RE: Qemu Guest kernel 4.20-rc1 PCIe hotplug issue

From: Shameerali Kolothum Thodi
Date: Tue Nov 13 2018 - 10:58:03 EST




> -----Original Message-----
> From: mika.westerberg@xxxxxxxxxxxxxxx
> [mailto:mika.westerberg@xxxxxxxxxxxxxxx]
> Sent: 13 November 2018 15:08
> To: Shameerali Kolothum Thodi <shameerali.kolothum.thodi@xxxxxxxxxx>
> Cc: linux-pci@xxxxxxxxxxxxxxx; linux-kernel@xxxxxxxxxxxxxxx; Wangzhou (B)
> <wangzhou1@xxxxxxxxxxxxx>; Linuxarm <linuxarm@xxxxxxxxxx>; Lukas
> Wunner <lukas@xxxxxxxxx>
> Subject: Re: Qemu Guest kernel 4.20-rc1 PCIe hotplug issue

[...]

> > Right. As I mentioned in my previous mail, I missed the fact that you are
> updating
> > the ctrl->slot_ctrl with cmd value while in my test I did my update with the
> value
> > returned by pcie_capability_read_word().
>
> OK, I see.
>
> > > However, I think we are missing check for PCI_EXP_SLTCTL_CCIE in
> > > pciehp_isr().
> >
> > Ok.
> >
> > > Here's an updated patch, can you try and see if it makes any difference?
> >
> > I just tried this and it works. Thanks.
>
> Can you still check that the previous one (without _CCIE check) works?

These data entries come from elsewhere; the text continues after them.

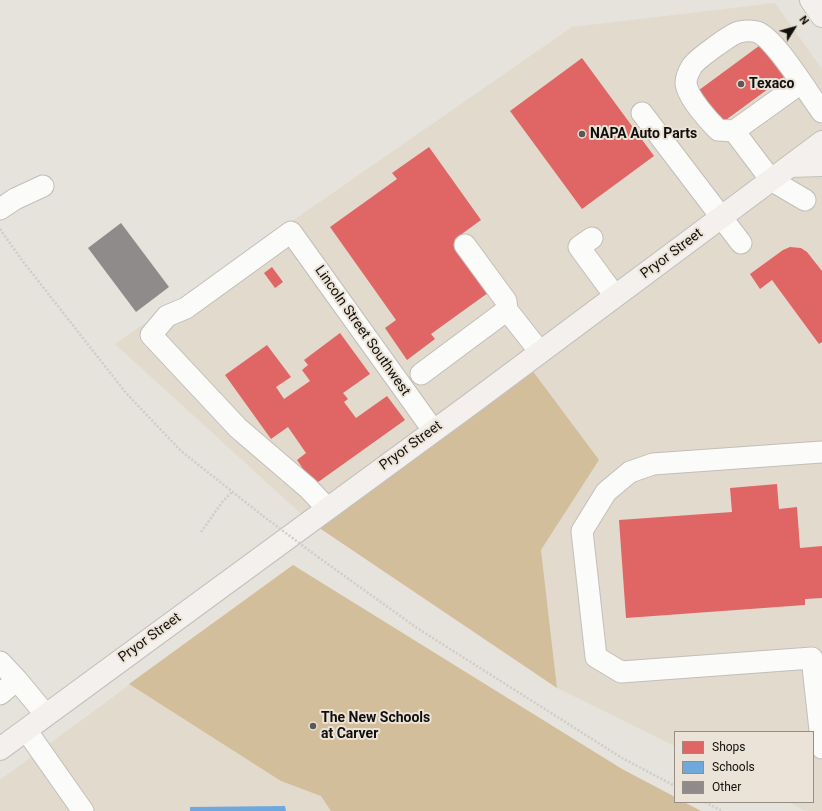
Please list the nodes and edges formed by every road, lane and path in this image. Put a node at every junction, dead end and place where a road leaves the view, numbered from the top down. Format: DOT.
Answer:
graph roads {
  1 [pos="811,0"];
  2 [pos="822,16"];
  3 [pos="801,83"];
  4 [pos="822,112"];
  5 [pos="642,113"];
  6 [pos="734,132"];
  7 [pos="822,142"];
  8 [pos="822,165"];
  9 [pos="790,166"];
  10 [pos="771,180"];
  11 [pos="43,186"];
  12 [pos="805,200"];
  13 [pos="0,209"];
  14 [pos="721,217"];
  15 [pos="0,229"];
  16 [pos="592,238"];
  17 [pos="741,243"];
  18 [pos="465,245"];
  19 [pos="615,296"];
  20 [pos="507,310"];
  21 [pos="540,352"];
  22 [pos="421,374"];
  23 [pos="433,430"];
  24 [pos="822,452"];
  25 [pos="232,492"];
  26 [pos="327,508"];
  27 [pos="201,532"];
  28 [pos="0,662"];
  29 [pos="17,680"];
  30 [pos="0,694"];
  31 [pos="46,715"];
  32 [pos="26,730"];
  33 [pos="822,748"];
  34 [pos="0,749"];
  35 [pos="674,785"];
  36 [pos="707,803"];
  37 [pos="83,811"];
  38 [pos="722,811"];
  1 -- 2 [label="main road"];
  3 -- 4 [label="street"];
  3 -- 6 [label="street"];
  3 -- 6 [label="street"];
  5 -- 14 [label="street"];
  6 -- 10 [label="street"];
  7 -- 9 [label="main road, Pryor Street"];
  8 -- 9 [label="main road"];
  9 -- 10 [label="main road, Pryor Street"];
  10 -- 12 [label="street"];
  10 -- 14 [label="main road, Pryor Street"];
  11 -- 13 [label="street"];
  14 -- 17 [label="street"];
  14 -- 19 [label="main road, Pryor Street"];
  15 -- 25 [label="path"];
  16 -- 19 [label="street"];
  18 -- 20 [label="street"];
  19 -- 21 [label="main road, Pryor Street"];
  20 -- 21 [label="street"];
  20 -- 22 [label="street"];
  21 -- 23 [label="main road, Pryor Street"];
  23 -- 26 [label="main road, Pryor Street"];
  23 -- 26 [label="street, Lincoln Street Southwest"];
  24 -- 33 [label="street"];
  25 -- 27 [label="path"];
  25 -- 35 [label="path, bridge"];
  26 -- 31 [label="main road, Pryor Street"];
  28 -- 29 [label="street"];
  29 -- 30 [label="street"];
  29 -- 31 [label="street"];
  31 -- 32 [label="main road, Pryor Street"];
  32 -- 34 [label="main road, Pryor Street"];
  32 -- 37 [label="street"];
  36 -- 38 [label="path"];
}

Yes, it works for me without _CCIE.

> > See few comments below.
> >
> > > diff --git a/drivers/pci/hotplug/pciehp_hpc.c
> > > b/drivers/pci/hotplug/pciehp_hpc.c
> > > index 7dd443aea5a5..da2cbe892444 100644
> > > --- a/drivers/pci/hotplug/pciehp_hpc.c
> > > +++ b/drivers/pci/hotplug/pciehp_hpc.c
> > > @@ -156,9 +156,9 @@ static void pcie_do_write_cmd(struct controller
> *ctrl,
> > > u16 cmd,
> > > slot_ctrl |= (cmd & mask);
> > > ctrl->cmd_busy = 1;
> > > smp_mb();
> > > + ctrl->slot_ctrl = slot_ctrl;
> >
> > Does it make more sense if we can move this before smp_mb()?. Also I am
> not
> > sure updating the ctrl->slot_ctrl before actually the hardware is
> programmed
> > with that value will result in any other race conditions? TBH, I am not that
> familiar
> > with this code and I leave that to you :)
>
> Both are good questions :)
>
> For the moving ctrl->slot_ctrl before pcie_capability_write_word(), I
> think we should be fine and this is actually more correct because if we
> are unmasking interrupts they may trigger immediately making
> pciehp_isr() find wrong values in ctrl->slot_ctrl (as can be seen in the
> issue you reported).

Ok. I was more concerned about an unsolicited event triggering the _isr
while we are modifying the ctrl->slot_ctrl. But that's ok I think as the _isr
reads the hw status anyway.

> The smb_mb() thing is not that clear (at least to me) because it is used
> in two places in the driver and both seem to be making write to
> ctrl->cmd_busy visible to other CPUs but I don't see where we deal with
> the read part.
>
> I may be missing something, though.

I think the read part is in wait_event_timeout() which evaluates the condition.
The wake_up is called from the pciehp_isr(). Since the flag is being updated
in both process level and interrupt handler context, smp_mb() is used. I think
the same now applies to ctrl->slot_ctrl now as this being used in process
context and interrupt context as well.

Thanks,
Shameer